A Look at Cerebras Wafer-Scale Engine: Half Square Foot Silicon Chip

The Fabric

On the WSE, all the cores are interconnected using a uniform 2D mesh fabric with an emphasis on low latency for local communication. Cerebras uses a fully configurable fabric (a little bit more detail on that later). The fabric relies on fine-grain single-word message passing. Communication is done entirely in hardware, eliminating any software overhead.

This fabric is not only used for intra-die communication but with the uniform array of dies, Cerebras extended the inter-die connections to each of the adjoining dies across the scribe lines isolation region. This is part of their wafer-scale secret sauce. A single uniform 2D mesh connects all the core together as well as across dies. Wires between dies are done in essentially the same conventional way die stitching has always been done – via overlapping the reticle over the inter-die connections.

Cerebras partnered up with TSMC in order to solve the inter-die connections. They re-purposed the scribe lines – the mechanical barrier between two adjacent dies that are typically used for test structures and eventually for strangulation. With the help of TSMC, the metal deposition was extended across the scribe lines, enabling Cerebras to seamlessly extended the 2D mesh across the dies. In other words, the same communication that happens within a die is extended between dies. Driving signals over silicon in less than a millimeter of distance translates directly to an order of magnitude lower power for inter-chip communication.

No External Memory

One of the drastic differences with the WSE versus all other designs is the memory. The WSE has no external memory. The entire memory is fully distributed across the cores in the on-chip SRAM. This isn’t much different from a big NPU with a large cache. However, the sheer size of the chip alone means that you simply get a lot of. With over 400K processing cores, there is over 18 GiB of memory with a memory bandwidth of 9 PiB/s. Since it’s all on-die, the power saving of not having to shift it all in and out of the chip is quite advantageous.

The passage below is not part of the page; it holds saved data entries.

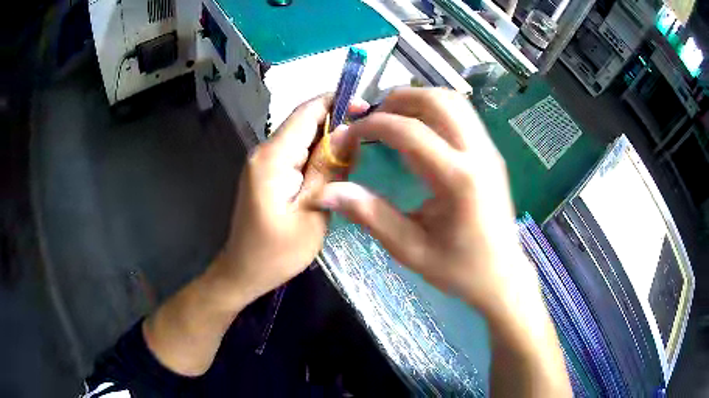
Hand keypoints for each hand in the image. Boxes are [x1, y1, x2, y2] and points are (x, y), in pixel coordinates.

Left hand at [210, 94, 366, 304]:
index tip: (368, 109)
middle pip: (304, 120)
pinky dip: (316, 153)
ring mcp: (262, 161)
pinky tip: (334, 167)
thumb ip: (329, 169)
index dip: (338, 102)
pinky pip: (294, 151)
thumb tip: (348, 131)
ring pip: (301, 136)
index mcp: (273, 157)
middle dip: (337, 121)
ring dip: (329, 139)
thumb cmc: (278, 252)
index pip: (307, 111)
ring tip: (358, 152)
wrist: (244, 271)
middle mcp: (264, 150)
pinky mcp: (265, 172)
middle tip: (370, 135)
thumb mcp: (313, 212)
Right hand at [318, 88, 538, 318]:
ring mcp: (489, 150)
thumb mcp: (410, 248)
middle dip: (399, 99)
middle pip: (438, 101)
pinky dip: (435, 110)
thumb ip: (370, 214)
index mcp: (458, 179)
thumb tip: (328, 191)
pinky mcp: (491, 154)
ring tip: (393, 118)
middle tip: (373, 116)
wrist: (502, 275)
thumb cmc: (459, 269)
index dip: (373, 125)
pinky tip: (419, 130)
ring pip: (454, 101)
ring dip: (419, 100)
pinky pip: (463, 115)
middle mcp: (478, 154)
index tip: (350, 133)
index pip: (410, 131)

Cerebras says it has co-designed the software stack to match the architecture. Developers are able to use their existing ML framework such as PyTorch and TensorFlow. Cerebras software then executes its own place & route routine on the extracted the network from the framework. Cerebras says each layer gets sized up based on the compute, size, and bandwidth needs. Each layer is then optimally mapped onto a portion of the full wafer, allowing the entire wafer to operate on a whole neural network model at once.

Big Has Its Disadvantages

How’s the Yield?

We know what everyone is thinking – how do they yield this thing? Let’s assume that 16FF+ has excellent defect density at this point due to its maturity. They are still not getting even a single perfect wafer – ever.

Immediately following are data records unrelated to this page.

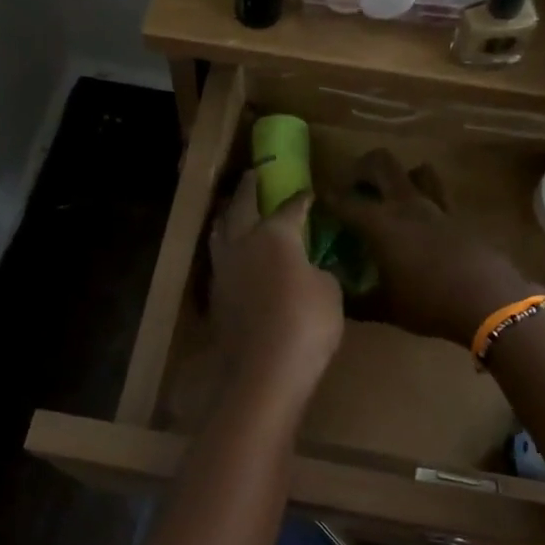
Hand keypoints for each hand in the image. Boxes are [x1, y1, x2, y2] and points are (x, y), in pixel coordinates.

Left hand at [208, 171, 344, 408]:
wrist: (264, 371)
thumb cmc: (307, 323)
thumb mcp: (330, 292)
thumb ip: (319, 271)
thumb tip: (311, 268)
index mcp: (274, 234)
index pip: (289, 207)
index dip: (301, 198)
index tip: (308, 192)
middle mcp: (242, 243)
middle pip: (241, 205)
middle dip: (248, 188)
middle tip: (253, 174)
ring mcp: (223, 269)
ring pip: (220, 230)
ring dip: (228, 214)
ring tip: (233, 206)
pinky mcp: (215, 295)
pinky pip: (219, 259)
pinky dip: (226, 247)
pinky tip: (233, 253)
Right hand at [340, 149, 536, 348]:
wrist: (489, 301)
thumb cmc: (429, 304)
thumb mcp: (385, 308)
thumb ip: (355, 301)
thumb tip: (333, 298)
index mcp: (380, 223)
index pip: (343, 200)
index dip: (326, 198)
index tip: (315, 201)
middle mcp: (405, 204)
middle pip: (380, 162)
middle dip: (360, 168)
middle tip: (352, 187)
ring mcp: (436, 207)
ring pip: (416, 171)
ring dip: (399, 177)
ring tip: (389, 197)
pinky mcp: (459, 217)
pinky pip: (438, 195)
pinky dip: (424, 199)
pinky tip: (420, 223)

The answer is ‘simple’ – they copy the memory guys. The reason Cerebras designed their chip with 1000s of tiny cores per wafer is for this very reason – the ability to address yield in a relatively low-cost way. Baked into their architecture are both redundant cores and redundant fabric links. Each wafer incorporates around 1-1.5% of additional AI cores for redundancy reasons. It’s worth noting that the redundant cores are always reserved for redundancy. In other words, when there are no defects in a certain area, the redundant cores are simply disabled. In an area affected by a defect, a local redundant core is used to replace the defective core. The local fabric is then appropriately reconnected using the redundant fabric links. “By using this technique, we can drive yield incredibly high and it’s all transparent to the software since it shows up as a single uniformed fabric,” says Sean Lie, Founder and Chief Hardware Architect at Cerebras.

Thermal Expansion and Packaging

Unfortunately, just getting good yield is not sufficient, With a whole wafer, the thermal, the power, and the current involved are mind-blowing. Cerebras says that just delta in thermal expansion between the silicon wafer and the PCB results in too much mechanical stress, resulting in cracks.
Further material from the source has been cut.